Cavitation bubbles were visualized on three types of mechanical heart valves (Medtronic Hall, Edwards-Duromedics, and CarboMedics) in our in vitro set up, and pressure transients were measured close to the occluder at valve closure. Two different flexible valve holders made of Teflon (elastic modulus, E = 400 MPa) and low density polyethylene (E = 180 MPa) were employed and the results were compared with those with a rigid Plexiglas holder (E = 2930 MPa) of the same geometry (3'' by 3'' wide and 1/8'' thick).
Significant reductions were noted in the intensity of cavitation bubbles appearing along the clearance region of the Medtronic Hall and CarboMedics valves, with increasing valve holder flexibility. However, no attenuation was observed for the bubbles appearing around the seating lip or stop of the Edwards-Duromedics and Medtronic Hall valves that are believed to be caused by the fluid squeezing effect.

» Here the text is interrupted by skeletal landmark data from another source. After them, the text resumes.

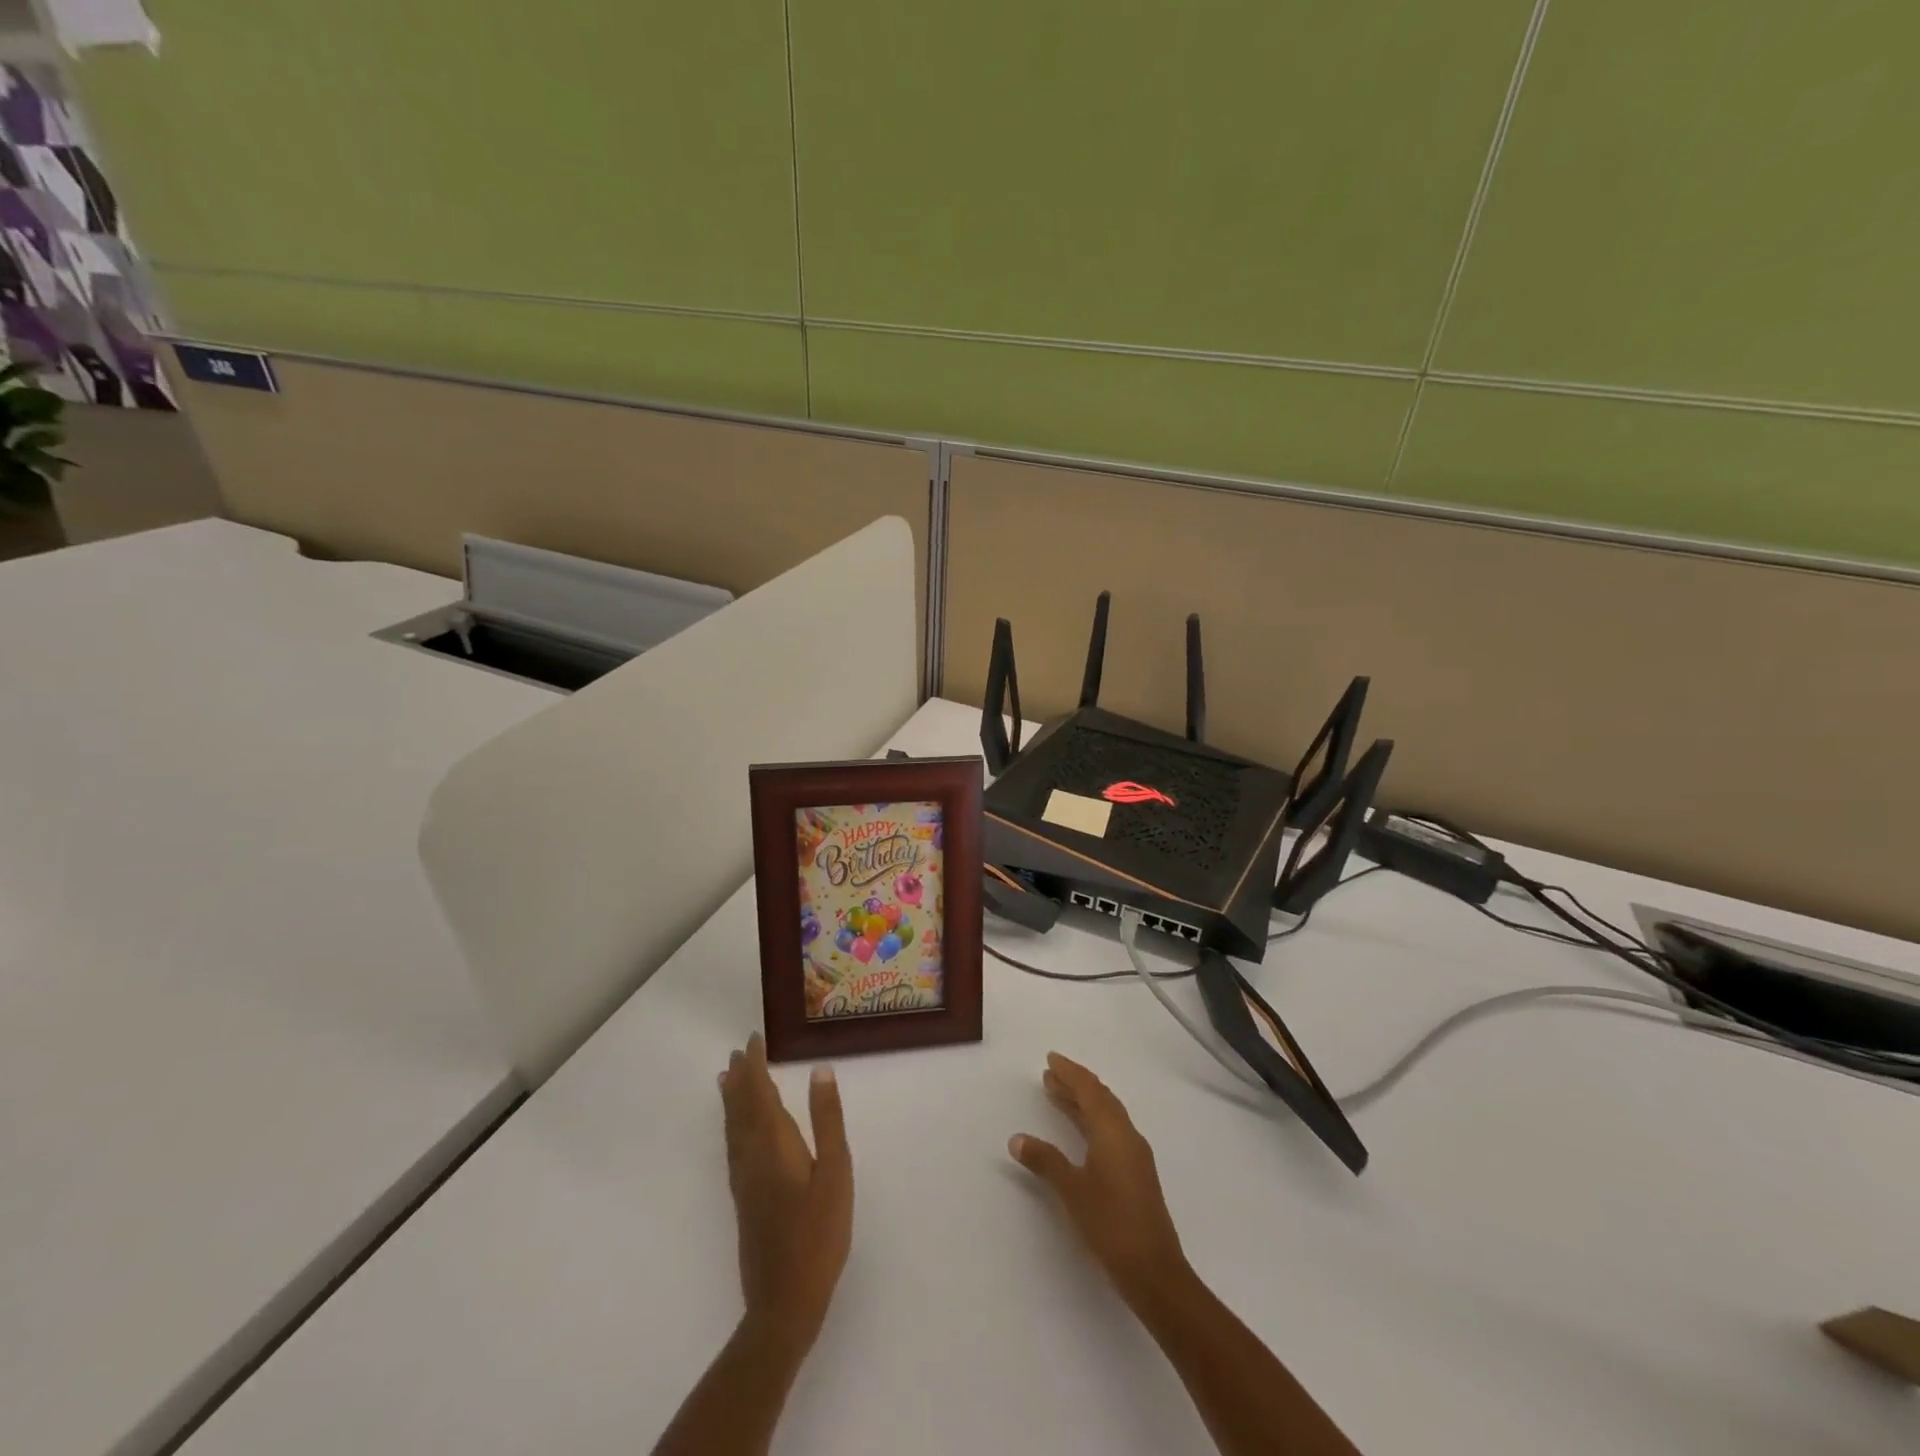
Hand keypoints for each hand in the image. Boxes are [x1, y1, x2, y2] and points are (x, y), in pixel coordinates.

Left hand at [719, 1034, 853, 1345]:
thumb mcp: (835, 1171)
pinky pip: (733, 1146)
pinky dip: (732, 1125)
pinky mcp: (744, 1199)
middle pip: (741, 1108)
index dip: (755, 1066)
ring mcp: (744, 1180)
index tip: (753, 1040)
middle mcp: (751, 1156)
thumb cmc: (818, 1233)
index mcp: (773, 1145)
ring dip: (732, 1099)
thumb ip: (827, 1120)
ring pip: (733, 1128)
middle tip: (739, 1051)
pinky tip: (737, 1130)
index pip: (759, 1093)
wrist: (784, 1300)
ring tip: (727, 1078)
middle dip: (741, 1078)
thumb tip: (820, 1070)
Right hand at [1009, 1052, 1189, 1310]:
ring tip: (1057, 1095)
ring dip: (1083, 1102)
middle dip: (1075, 1084)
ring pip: (1107, 1115)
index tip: (1051, 1059)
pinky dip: (1092, 1121)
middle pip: (1100, 1098)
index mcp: (1113, 1131)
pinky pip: (1111, 1131)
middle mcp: (1127, 1135)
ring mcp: (1134, 1155)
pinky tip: (1080, 1132)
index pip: (1089, 1090)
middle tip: (1050, 1075)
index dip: (1070, 1072)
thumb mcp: (1072, 1190)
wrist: (1155, 1272)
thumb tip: (1017, 1138)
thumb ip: (1045, 1161)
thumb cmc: (1111, 1224)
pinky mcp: (1136, 1173)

The results of the study suggest that timing of the mechanism to initiate cavitation is a critical factor in cavitation attenuation with flexible valve holders. If cavitation is initiated before the flexible valve holder responds to the impact at valve closure (such as due to squeeze film effect), cavitation intensity remains unchanged. Based on the results of the study, we propose that tissue compliance in vivo may not attenuate cavitation initiation for certain types of mechanical heart valves depending on the cavitation initiation mechanism.
多项体外研究报道了机械心脏瓣膜的空化气泡可视化情况,且空化强度与瓣膜设计、瓣膜封堵器上的负荷、封堵器尖端速度以及封堵器附近的负压瞬变相关。这些研究表明,在模拟正常生理负荷条件下,某些类型的瓣膜存在空化现象。然而,由于体外研究在模拟体内组织顺应性方面存在局限性,这些结果能否外推至体内空化起始情况受到了质疑。本研究旨在分析瓣膜固定器柔韧性(模拟体内缝线环和周围组织的顺应性)对空化动力学的影响。
在我们的体外实验装置中,对三种类型的机械心脏瓣膜(美敦力霍尔瓣膜、爱德华兹 - 杜罗美迪克瓣膜和卡波美迪克瓣膜)上的空化气泡进行可视化观察,并在瓣膜关闭时测量封堵器附近的压力瞬变。使用了两种由聚四氟乙烯(弹性模量,E = 400 MPa)和低密度聚乙烯(E = 180 MPa)制成的不同柔性瓣膜固定器,并将结果与相同几何形状(3英寸×3英寸宽,1/8英寸厚)的刚性有机玻璃固定器(E = 2930 MPa)的结果进行比较。
随着瓣膜固定器柔韧性增加,在美敦力霍尔瓣膜和卡波美迪克瓣膜的间隙区域出现的空化气泡强度显著降低。然而,对于爱德华兹 - 杜罗美迪克瓣膜和美敦力霍尔瓣膜座唇或止动处周围出现的气泡,未观察到衰减,这些气泡被认为是由流体挤压效应引起的。
研究结果表明,空化起始机制的时机是柔性瓣膜固定器使空化衰减的关键因素。如果空化在柔性瓣膜固定器对瓣膜关闭时的冲击做出响应之前就已起始(例如由于挤压膜效应),空化强度将保持不变。基于该研究结果,我们提出,体内组织顺应性可能不会根据空化起始机制减弱某些类型机械心脏瓣膜的空化起始。